▸ **About this exercise**: Please find every line in the entries below that contains the string "cesta", and copy it.

▸ **Provided material**:
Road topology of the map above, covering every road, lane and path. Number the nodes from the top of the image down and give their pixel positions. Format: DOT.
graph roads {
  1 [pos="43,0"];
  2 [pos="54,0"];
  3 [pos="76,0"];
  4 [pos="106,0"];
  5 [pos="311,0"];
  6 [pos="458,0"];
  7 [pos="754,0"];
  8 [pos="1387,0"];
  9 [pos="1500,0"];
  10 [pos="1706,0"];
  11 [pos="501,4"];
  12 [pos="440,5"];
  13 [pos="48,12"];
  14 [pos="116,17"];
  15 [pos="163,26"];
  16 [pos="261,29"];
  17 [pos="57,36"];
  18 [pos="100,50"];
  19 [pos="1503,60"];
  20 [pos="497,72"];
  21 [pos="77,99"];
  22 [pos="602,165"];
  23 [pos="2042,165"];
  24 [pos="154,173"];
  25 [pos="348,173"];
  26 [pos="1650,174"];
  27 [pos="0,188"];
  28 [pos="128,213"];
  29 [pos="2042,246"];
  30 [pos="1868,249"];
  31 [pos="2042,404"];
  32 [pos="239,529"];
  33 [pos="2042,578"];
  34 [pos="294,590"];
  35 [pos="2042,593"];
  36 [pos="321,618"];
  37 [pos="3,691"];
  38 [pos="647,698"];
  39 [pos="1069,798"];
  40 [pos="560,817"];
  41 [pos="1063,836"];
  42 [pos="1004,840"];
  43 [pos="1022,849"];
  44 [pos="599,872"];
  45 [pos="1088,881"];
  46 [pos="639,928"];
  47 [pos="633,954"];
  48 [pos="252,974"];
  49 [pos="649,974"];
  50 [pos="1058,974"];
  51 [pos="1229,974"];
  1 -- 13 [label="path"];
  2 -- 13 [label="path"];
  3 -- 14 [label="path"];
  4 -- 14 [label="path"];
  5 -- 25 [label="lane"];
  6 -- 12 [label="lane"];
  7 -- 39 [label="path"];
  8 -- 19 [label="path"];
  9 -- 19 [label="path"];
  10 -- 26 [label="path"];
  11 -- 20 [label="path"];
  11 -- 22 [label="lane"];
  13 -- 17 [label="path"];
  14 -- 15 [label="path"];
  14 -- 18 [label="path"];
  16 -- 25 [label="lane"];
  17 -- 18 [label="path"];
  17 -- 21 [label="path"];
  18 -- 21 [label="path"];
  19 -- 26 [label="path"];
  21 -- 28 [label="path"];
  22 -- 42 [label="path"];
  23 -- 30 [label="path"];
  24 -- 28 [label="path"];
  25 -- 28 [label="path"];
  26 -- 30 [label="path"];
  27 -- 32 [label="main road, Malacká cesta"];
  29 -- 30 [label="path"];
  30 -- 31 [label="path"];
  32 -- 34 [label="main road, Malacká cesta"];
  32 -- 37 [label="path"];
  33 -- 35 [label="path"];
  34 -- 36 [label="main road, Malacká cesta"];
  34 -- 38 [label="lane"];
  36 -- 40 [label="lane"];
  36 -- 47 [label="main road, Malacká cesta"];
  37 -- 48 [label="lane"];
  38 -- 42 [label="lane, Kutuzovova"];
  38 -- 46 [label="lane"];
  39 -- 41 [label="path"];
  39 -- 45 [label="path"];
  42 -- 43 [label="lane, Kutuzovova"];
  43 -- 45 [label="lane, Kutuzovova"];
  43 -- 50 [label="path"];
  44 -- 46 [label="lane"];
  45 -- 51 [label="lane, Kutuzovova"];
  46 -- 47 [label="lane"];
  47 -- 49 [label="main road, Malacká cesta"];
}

▸ **Written reply**:
  27 -- 32 [label="main road, Malacká cesta"];
  32 -- 34 [label="main road, Malacká cesta"];
  34 -- 36 [label="main road, Malacká cesta"];
  36 -- 47 [label="main road, Malacká cesta"];
  47 -- 49 [label="main road, Malacká cesta"];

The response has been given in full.